Only recently did a cruel reality suddenly appear before me: that after I die I’ll miss out on so many books and movies and albums. Leave alone everything that will be released after I die; I dare not ponder what greatness I’ll be missing, as it can’t be helped. There are just too many good things out there right now I still have a shot at. Too many for one lifetime.

The way I see it my options are: A) bank on a good draw upon reincarnation and try to use the extra time wisely; B) frantically read and see and listen to everything in a desperate yet futile fight against the crushing march of mortality; and C) cry.


Not lookin’ good…

Girl Meets Rainbow

I was heartened by the exceedingly successful Kickstarter campaign to resurrect Reading Rainbow, which will help bring a new version of the early-literacy television program back to solvency and into classrooms to foster a love of reading in today’s children.

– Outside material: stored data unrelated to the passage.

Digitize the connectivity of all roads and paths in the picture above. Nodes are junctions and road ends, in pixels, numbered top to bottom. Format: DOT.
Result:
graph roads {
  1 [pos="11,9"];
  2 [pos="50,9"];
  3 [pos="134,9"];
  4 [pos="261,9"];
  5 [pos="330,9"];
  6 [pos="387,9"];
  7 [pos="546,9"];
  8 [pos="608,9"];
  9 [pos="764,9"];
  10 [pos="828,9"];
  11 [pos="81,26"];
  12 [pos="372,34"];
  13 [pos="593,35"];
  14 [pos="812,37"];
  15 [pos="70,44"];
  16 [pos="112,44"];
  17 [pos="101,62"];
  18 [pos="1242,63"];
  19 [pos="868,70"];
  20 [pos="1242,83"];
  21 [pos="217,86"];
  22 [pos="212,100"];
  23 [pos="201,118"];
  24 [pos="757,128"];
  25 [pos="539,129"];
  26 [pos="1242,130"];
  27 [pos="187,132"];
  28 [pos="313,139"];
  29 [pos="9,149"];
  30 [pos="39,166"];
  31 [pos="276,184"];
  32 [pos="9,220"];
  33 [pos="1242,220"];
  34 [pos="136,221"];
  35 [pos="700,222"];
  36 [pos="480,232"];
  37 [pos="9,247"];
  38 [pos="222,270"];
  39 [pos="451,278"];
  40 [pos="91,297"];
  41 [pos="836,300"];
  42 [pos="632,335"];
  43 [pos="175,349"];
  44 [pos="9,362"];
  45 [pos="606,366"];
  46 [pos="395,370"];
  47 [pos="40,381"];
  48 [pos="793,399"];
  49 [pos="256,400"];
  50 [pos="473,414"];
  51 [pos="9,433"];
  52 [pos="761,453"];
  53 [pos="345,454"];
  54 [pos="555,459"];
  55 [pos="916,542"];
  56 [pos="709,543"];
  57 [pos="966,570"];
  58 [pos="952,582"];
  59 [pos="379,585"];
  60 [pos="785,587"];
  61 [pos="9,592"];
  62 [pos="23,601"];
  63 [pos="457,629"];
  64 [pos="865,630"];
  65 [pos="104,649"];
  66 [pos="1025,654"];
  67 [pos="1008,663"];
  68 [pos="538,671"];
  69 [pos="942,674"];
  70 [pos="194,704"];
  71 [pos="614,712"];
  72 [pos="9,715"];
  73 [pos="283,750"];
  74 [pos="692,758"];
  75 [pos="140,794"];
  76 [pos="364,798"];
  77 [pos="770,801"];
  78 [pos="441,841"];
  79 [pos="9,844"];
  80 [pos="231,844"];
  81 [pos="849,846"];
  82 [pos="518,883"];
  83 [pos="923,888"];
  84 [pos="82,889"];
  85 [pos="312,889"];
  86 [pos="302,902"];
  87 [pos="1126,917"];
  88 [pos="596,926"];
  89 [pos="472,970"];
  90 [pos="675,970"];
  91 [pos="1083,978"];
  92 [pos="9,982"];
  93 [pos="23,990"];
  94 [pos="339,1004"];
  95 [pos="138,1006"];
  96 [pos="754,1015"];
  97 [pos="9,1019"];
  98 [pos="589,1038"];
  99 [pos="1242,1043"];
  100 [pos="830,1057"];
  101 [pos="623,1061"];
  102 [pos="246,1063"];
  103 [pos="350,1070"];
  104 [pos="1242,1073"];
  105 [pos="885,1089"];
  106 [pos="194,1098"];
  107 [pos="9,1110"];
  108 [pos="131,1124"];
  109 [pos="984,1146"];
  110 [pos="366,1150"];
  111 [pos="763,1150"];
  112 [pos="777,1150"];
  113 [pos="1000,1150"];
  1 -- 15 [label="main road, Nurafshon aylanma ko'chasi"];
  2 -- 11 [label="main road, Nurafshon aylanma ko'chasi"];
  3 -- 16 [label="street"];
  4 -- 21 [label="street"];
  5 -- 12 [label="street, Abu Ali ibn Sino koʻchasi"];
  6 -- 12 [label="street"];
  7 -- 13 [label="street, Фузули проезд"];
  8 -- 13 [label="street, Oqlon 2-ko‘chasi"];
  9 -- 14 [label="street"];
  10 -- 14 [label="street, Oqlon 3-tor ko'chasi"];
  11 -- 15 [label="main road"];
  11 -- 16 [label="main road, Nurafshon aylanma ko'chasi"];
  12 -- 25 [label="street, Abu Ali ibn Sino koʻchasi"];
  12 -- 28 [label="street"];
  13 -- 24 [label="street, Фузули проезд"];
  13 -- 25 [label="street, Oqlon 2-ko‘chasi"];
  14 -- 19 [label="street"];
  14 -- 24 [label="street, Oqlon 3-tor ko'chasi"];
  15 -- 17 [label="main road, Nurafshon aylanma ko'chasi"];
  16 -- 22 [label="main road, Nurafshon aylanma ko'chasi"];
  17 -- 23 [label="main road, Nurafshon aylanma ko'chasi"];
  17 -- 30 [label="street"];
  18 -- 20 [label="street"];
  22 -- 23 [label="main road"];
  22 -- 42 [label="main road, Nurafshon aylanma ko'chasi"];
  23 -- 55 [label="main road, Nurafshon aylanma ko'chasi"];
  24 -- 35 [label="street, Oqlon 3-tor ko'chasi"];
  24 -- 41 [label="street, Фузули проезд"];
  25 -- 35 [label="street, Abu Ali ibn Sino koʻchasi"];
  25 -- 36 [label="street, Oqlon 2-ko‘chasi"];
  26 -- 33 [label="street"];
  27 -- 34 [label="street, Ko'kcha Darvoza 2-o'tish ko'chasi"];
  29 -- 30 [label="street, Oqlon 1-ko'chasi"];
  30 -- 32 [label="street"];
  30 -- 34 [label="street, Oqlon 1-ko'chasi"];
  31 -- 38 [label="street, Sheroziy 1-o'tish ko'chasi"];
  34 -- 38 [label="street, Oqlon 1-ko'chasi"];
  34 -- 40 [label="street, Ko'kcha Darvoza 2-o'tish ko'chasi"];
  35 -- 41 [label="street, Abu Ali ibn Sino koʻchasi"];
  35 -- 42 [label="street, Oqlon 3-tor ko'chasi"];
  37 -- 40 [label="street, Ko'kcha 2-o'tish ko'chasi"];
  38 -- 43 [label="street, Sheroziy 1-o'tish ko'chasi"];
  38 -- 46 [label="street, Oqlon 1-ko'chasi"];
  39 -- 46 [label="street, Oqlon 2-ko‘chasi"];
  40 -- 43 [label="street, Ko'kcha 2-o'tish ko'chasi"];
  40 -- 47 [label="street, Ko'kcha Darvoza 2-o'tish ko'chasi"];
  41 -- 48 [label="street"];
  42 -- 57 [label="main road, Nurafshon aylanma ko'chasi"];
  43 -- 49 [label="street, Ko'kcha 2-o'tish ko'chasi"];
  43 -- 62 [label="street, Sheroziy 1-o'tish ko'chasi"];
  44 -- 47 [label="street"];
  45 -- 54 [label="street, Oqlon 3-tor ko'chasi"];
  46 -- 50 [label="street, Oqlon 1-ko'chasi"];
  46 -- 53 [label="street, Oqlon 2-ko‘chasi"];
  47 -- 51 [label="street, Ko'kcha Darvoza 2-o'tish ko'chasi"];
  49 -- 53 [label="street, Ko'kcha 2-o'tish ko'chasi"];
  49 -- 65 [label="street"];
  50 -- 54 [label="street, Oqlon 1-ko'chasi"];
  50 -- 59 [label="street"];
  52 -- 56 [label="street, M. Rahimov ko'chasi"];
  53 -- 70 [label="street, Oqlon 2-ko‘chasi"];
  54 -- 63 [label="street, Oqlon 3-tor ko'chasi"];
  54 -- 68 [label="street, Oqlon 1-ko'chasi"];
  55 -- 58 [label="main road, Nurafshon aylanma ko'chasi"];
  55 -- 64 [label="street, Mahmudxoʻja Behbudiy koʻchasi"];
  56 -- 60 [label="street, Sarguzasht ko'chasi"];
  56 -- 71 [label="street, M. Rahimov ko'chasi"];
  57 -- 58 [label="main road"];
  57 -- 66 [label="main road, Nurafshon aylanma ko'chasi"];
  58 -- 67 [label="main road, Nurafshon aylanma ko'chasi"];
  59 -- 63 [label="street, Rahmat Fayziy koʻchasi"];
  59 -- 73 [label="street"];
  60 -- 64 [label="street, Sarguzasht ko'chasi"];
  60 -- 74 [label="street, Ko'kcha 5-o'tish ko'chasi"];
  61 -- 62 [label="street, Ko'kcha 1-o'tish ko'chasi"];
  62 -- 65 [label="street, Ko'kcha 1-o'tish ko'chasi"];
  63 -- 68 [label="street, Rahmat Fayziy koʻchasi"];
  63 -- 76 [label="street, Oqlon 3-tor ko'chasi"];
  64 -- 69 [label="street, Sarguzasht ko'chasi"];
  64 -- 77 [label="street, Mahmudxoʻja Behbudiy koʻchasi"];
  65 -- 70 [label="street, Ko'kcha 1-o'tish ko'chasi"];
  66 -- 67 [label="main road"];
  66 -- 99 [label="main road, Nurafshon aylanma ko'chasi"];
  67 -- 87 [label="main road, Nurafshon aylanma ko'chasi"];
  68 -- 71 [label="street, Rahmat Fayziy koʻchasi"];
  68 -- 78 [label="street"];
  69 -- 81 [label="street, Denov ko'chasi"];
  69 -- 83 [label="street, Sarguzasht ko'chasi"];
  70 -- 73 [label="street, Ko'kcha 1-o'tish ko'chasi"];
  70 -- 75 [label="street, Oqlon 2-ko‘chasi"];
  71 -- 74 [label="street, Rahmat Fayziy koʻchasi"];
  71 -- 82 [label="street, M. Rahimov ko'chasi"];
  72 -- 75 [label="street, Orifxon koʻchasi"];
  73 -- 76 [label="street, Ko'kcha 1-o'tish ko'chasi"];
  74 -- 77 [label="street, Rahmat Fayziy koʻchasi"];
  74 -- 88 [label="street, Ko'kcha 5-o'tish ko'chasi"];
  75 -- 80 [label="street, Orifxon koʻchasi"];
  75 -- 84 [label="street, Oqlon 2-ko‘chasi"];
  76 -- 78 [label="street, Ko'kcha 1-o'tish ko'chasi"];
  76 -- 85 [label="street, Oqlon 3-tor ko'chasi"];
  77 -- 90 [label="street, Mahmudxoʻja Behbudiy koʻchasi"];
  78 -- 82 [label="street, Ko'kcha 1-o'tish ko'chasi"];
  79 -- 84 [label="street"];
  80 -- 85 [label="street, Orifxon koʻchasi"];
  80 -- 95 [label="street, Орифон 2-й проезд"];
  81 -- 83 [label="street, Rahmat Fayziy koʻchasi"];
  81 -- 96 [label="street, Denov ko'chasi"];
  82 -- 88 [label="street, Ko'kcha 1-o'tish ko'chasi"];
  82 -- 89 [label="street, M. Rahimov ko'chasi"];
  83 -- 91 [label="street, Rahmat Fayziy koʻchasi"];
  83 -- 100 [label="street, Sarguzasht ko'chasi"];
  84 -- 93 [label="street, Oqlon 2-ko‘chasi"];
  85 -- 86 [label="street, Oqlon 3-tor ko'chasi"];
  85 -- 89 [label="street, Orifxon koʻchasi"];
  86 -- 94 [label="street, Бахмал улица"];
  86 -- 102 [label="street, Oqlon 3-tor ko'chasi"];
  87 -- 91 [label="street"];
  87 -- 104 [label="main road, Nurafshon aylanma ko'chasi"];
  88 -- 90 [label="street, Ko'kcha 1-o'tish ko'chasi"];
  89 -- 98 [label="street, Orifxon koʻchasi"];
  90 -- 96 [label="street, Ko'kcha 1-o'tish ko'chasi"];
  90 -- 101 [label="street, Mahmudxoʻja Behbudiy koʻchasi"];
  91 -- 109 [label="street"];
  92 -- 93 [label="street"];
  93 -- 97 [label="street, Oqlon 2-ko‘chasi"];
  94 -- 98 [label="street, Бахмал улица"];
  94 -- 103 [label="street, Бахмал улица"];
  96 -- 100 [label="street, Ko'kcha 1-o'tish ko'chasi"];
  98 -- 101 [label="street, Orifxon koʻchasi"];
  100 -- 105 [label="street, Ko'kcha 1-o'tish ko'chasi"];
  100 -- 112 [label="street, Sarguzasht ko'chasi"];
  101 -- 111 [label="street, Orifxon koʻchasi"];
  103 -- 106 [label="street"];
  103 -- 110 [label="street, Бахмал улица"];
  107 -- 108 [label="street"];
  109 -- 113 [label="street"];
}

But this article from Caitlin Dewey at the Washington Post gave me pause:

“Crowdfunding is theoretically supposed to bolster charities, start-ups, independent artists, small-business owners and other projects that actually need the financial support of the masses to succeed. It’s not supposed to be co-opted by companies with profit motives and private investors of their own … which, despite Burton’s charisma, is exactly what the Rainbow reboot is.

“But if you’re donating to Reading Rainbow because of the grandiose charity rhetoric Burton’s employing on Kickstarter, you might want to look elsewhere — maybe the nonprofit Children’s Literacy Initiative or the Washington, D.C.-based First Book, both of which get high grades from Charity Navigator. They might not have LeVar [Burton]’s nostalgia appeal, but there’s no doubt who those charities serve.”

Rainbow was cancelled in 2009 and had been existing as an app since then, so though its name already has a pedigree I think it still deserved a chance to ask its fans for money like any other cause, charitable or otherwise.

In this light, let’s also consider the impending arrival of Girl Meets World, the sort-of sequel to that ’90s TGIF mainstay (and personal TV favorite) Boy Meets World. The title character is the daughter of Cory and Topanga, adorkable teen sweethearts and stars of BMW. When word of the show’s development hit the internet in late 2012, I’ll admit I got excited. Boy Meets World was a seminal show in my adolescence. I saw in Cory and Topanga’s relationship a healthy model for friendship and romance: Cory was silly and Topanga was rational, but both were strong, self-sufficient people who loved the other despite their foibles and occasional conflicts. And the people around them were just as well-rounded: Shawn broody yet loyal, Feeny upright yet playful, Eric clownish yet sincere.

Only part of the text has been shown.